The Post eagerly reported this morning that a 92-year-old man very nearly lost his life after helpless emergency workers became lost in a labyrinth of Citi Bike racks as they tried to rescue the ailing nonagenarian from the 20th floor of his Greenwich Village co-op building.
“The ambulance couldn’t even come up to the building," Lee Liss, the victim's wife, told the tabloid. "The ambulance couldn’t get to him. These bike racks are a detriment.”
“With great difficulty they managed to get the guy out,” said Dave Marcus, vice president of the Cambridge co-op board, adding that the racks formed none other than an "impregnable wall.”
But a quick call to the fire department revealed that this simply wasn't the case—not by a long shot, said Frank Gribbon, an FDNY spokesperson.
"The fire units on scene had absolutely no problem accessing this building," he said.
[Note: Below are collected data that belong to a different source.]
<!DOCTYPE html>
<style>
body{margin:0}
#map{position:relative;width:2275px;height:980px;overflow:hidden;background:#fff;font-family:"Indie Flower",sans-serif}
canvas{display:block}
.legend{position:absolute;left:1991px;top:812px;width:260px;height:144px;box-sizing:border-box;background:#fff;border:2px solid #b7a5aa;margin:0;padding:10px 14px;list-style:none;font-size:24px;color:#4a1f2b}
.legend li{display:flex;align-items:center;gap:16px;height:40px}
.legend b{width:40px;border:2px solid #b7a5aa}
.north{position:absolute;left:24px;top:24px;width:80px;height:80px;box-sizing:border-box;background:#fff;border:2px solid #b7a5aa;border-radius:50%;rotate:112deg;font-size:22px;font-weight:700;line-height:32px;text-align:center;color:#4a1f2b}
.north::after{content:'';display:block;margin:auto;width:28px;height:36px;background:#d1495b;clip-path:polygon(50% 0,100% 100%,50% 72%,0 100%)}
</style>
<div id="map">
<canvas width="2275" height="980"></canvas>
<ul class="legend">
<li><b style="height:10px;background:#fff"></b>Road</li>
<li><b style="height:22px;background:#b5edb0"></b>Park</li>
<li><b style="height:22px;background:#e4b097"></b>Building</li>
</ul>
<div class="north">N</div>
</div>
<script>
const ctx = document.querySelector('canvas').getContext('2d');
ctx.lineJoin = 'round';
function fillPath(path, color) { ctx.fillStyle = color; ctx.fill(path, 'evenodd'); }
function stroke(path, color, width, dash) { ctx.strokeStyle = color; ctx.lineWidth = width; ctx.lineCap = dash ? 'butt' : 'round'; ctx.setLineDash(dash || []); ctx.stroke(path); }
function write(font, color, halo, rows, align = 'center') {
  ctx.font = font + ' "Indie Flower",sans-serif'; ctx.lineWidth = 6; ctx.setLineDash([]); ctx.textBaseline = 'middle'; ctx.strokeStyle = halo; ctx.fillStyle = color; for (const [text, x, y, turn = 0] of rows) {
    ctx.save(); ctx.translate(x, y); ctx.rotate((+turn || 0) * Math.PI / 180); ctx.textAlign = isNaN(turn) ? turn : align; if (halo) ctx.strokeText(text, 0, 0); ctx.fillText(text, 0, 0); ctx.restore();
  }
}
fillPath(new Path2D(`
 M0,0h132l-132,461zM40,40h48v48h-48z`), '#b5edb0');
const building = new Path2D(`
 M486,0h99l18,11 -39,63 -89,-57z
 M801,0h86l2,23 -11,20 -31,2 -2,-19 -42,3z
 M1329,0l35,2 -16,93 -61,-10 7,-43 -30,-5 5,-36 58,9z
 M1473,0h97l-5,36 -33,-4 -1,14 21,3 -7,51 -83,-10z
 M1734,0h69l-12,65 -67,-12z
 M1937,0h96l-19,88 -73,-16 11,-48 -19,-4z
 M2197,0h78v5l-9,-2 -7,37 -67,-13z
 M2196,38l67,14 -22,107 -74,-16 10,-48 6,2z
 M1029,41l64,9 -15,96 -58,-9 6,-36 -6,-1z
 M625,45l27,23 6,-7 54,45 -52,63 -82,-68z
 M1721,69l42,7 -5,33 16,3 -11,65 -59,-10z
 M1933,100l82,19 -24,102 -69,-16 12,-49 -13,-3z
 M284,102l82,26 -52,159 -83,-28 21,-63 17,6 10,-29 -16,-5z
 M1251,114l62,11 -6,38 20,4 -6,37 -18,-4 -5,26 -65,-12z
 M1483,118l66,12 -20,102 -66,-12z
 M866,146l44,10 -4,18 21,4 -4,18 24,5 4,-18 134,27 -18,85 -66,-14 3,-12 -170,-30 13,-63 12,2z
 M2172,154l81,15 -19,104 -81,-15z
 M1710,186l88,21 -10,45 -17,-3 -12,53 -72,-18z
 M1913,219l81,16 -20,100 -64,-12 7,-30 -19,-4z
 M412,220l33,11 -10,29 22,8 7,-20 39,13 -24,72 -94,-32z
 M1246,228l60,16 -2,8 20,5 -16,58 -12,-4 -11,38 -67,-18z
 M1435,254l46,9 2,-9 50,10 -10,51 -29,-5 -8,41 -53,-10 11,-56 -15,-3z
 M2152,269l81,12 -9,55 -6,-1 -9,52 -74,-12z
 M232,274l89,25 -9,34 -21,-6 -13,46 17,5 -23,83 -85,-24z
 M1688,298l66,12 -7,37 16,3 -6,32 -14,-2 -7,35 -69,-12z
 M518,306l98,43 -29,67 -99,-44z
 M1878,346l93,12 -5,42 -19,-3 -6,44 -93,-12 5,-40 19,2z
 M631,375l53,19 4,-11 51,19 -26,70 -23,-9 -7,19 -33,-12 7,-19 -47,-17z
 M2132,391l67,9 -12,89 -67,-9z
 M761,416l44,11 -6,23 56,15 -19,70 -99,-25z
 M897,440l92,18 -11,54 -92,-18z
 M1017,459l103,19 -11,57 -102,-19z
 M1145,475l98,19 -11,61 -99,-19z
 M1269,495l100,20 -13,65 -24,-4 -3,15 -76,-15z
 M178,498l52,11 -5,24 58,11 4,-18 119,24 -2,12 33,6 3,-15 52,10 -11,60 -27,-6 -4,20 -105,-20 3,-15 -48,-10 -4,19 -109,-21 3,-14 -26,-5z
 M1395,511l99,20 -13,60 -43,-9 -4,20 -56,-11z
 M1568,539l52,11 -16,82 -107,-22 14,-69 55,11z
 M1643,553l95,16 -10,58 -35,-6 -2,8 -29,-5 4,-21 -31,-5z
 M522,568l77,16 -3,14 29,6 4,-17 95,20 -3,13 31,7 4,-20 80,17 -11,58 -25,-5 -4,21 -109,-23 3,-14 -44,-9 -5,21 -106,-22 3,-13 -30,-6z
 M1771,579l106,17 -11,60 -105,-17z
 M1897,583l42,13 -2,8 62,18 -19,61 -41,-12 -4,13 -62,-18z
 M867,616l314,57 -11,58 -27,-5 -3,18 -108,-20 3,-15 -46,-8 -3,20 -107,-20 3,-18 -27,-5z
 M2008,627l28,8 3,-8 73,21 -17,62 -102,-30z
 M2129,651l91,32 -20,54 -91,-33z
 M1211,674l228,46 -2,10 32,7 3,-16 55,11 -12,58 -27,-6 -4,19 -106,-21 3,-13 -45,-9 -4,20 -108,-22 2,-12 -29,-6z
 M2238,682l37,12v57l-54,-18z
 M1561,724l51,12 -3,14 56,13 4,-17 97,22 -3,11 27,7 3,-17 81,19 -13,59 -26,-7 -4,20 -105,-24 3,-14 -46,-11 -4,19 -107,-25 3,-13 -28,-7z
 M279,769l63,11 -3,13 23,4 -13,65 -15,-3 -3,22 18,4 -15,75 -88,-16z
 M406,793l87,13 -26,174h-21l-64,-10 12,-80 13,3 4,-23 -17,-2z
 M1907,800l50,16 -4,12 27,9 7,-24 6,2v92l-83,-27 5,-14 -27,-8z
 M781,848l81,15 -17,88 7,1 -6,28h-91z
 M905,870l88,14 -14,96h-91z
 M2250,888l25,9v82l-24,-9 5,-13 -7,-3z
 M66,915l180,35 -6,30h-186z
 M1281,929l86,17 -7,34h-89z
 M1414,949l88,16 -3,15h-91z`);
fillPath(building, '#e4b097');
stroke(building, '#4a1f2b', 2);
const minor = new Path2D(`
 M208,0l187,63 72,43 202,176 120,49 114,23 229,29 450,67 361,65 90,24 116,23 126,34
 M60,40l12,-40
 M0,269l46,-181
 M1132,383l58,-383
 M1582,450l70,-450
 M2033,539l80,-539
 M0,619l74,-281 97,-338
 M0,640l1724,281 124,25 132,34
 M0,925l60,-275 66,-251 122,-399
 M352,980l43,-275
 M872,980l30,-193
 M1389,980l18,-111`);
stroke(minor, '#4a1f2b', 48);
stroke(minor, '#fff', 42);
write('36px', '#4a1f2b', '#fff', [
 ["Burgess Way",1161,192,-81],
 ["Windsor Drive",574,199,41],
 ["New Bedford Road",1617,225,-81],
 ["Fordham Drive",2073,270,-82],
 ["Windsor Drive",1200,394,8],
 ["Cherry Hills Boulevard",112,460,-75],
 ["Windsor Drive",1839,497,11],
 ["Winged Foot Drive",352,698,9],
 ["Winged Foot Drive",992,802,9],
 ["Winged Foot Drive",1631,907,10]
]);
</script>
Well, surely paramedics have had trouble maneuvering around other Citi Bike kiosks?
"There have been no problems," Gribbon said, exasperated. "None."
The Cambridge, located at 175 W. 13th St., last week filed a lawsuit against Citi Bike, saying that the 39-space docking station was supposed to go on the south side of West 13th Street but was instead stalled on the north side—an "eleventh-hour switch of locations" that represents a "false and deceptive report."